Indirect Call: Per-Site Masking
Pluto's weakness: Every indirect call loads from a shared global variable per function. Find the GV table, resolve all the pointers, and the original call graph is back.
Polaris's fix: Each call site gets its own private global variable and a unique random 32-bit mask applied via pointer arithmetic:
; Before: direct call
%result = call i32 @helper(i32 %x)
; After: per-site indirect call with pointer masking
%loaded = load ptr, ptr @.indcall.0 ; private GV holding @helper
%int_val = ptrtoint ptr %loaded to i64
%added = add i64 %int_val, 749312581 ; + mask (random per site)
%unmasked = sub i64 %added, 749312581 ; - mask (cancels out)
%func_ptr = inttoptr i64 %unmasked to ptr
%result = call i32 %func_ptr(i32 %x) ; indirect call through recovered pointer
@.indcall.0 = private global ptr @helper
The add/sub cancel out at runtime, but a static analyzer sees an integer
computation producing the call target — it cannot resolve the pointer without
evaluating the arithmetic or recognizing the identity.
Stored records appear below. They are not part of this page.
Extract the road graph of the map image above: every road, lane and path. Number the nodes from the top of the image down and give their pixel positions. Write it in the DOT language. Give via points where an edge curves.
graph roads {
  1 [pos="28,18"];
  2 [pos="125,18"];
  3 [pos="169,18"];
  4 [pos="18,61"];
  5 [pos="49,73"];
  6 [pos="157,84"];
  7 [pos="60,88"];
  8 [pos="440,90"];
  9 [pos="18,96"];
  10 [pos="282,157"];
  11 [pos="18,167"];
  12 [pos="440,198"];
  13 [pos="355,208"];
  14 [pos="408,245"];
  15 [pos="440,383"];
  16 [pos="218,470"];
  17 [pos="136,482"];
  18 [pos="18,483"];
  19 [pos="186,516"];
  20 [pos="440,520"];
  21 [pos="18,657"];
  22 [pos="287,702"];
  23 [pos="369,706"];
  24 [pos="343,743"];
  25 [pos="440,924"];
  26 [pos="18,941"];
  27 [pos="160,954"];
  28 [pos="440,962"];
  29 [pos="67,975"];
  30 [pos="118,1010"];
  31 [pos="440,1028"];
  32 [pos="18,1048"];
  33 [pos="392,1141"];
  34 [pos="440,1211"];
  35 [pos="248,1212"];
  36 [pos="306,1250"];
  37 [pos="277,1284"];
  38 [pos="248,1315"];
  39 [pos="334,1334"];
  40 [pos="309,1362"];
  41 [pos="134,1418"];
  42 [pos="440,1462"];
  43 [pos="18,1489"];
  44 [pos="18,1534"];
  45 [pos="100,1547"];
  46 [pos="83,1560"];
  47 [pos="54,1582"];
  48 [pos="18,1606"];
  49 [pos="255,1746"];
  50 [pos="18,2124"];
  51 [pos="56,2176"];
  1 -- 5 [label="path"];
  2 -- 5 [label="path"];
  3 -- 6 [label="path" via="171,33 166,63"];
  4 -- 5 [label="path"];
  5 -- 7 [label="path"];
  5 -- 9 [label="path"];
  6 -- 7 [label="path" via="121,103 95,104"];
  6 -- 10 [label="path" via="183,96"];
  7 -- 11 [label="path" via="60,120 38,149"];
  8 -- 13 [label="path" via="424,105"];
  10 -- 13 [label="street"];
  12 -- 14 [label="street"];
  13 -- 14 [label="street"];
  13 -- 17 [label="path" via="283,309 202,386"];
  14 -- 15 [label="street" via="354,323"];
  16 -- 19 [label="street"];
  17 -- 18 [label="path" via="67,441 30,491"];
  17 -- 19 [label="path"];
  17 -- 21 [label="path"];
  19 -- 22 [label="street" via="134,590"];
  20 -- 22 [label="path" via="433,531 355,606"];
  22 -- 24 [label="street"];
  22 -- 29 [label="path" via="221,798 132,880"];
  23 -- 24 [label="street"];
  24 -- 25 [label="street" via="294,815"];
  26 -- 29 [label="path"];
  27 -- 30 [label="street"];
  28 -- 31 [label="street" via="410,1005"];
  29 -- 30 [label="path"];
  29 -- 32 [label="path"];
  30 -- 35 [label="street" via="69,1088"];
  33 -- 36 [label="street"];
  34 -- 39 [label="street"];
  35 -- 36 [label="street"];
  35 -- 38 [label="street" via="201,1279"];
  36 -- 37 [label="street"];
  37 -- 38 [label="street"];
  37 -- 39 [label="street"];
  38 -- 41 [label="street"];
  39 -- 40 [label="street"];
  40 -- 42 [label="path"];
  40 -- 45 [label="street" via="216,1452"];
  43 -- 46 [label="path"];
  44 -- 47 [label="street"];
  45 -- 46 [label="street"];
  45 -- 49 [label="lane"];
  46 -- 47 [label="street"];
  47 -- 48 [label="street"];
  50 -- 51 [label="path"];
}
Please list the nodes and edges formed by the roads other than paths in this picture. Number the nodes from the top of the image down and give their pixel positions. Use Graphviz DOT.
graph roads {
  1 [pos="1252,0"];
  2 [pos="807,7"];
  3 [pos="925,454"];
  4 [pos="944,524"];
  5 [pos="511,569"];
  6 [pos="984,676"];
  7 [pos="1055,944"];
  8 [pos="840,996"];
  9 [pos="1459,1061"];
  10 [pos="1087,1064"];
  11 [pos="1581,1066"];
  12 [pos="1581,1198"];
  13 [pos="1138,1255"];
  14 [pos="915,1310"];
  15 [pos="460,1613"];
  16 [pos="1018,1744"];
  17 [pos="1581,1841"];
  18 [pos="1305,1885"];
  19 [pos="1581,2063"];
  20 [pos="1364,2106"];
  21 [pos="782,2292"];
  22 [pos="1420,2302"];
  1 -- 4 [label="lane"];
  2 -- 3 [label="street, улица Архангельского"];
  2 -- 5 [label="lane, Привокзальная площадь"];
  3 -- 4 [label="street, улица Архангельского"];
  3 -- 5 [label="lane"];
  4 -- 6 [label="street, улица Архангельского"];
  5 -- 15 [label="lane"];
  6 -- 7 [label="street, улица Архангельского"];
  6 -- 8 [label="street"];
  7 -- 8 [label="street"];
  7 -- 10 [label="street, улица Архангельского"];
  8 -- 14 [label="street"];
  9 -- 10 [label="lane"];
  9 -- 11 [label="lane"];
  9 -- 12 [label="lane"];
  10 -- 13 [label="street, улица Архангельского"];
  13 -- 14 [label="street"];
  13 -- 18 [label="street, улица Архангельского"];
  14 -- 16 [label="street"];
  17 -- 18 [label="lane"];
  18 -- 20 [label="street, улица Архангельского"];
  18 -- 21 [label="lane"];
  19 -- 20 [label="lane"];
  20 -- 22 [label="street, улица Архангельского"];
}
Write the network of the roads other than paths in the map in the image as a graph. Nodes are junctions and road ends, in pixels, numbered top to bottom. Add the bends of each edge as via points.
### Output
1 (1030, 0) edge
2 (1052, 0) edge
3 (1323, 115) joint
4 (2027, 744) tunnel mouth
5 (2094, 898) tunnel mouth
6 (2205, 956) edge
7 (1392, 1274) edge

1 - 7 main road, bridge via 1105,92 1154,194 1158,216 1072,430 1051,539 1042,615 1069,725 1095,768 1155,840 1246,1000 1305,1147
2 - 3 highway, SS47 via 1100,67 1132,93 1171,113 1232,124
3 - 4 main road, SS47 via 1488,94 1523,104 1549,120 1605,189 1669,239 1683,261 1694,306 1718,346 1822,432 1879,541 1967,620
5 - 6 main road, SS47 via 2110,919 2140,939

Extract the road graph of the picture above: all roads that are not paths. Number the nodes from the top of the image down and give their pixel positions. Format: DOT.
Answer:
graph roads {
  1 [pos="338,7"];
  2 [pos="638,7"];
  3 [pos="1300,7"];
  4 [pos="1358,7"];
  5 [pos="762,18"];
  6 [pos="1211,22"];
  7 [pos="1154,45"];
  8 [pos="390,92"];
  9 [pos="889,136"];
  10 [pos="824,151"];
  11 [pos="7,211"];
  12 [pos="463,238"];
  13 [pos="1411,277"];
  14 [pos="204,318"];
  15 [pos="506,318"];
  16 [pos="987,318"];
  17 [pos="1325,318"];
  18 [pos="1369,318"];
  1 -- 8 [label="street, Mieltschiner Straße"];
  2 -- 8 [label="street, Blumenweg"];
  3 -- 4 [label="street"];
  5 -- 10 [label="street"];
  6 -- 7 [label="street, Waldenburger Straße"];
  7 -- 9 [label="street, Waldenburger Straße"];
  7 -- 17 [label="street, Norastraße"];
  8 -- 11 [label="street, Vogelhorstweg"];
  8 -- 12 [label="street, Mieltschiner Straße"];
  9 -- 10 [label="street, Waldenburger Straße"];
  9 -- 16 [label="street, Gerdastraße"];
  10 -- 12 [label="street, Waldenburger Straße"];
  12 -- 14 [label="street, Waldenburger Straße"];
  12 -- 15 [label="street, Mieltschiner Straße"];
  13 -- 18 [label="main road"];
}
Why it is harder: With Pluto, one global per function means N call sites share one pointer — find it once, resolve them all. With Polaris, N call sites mean N globals and N masks. Each site looks independent. Automated CFG recovery that searches for a function-pointer table comes up empty.
The New Passes: Four Techniques Pluto Never Had
Polaris does not just upgrade existing passes. It introduces four entirely new transformations that attack parts of the binary Pluto never touched: branch targets, local variable layout, calling conventions, and function boundaries.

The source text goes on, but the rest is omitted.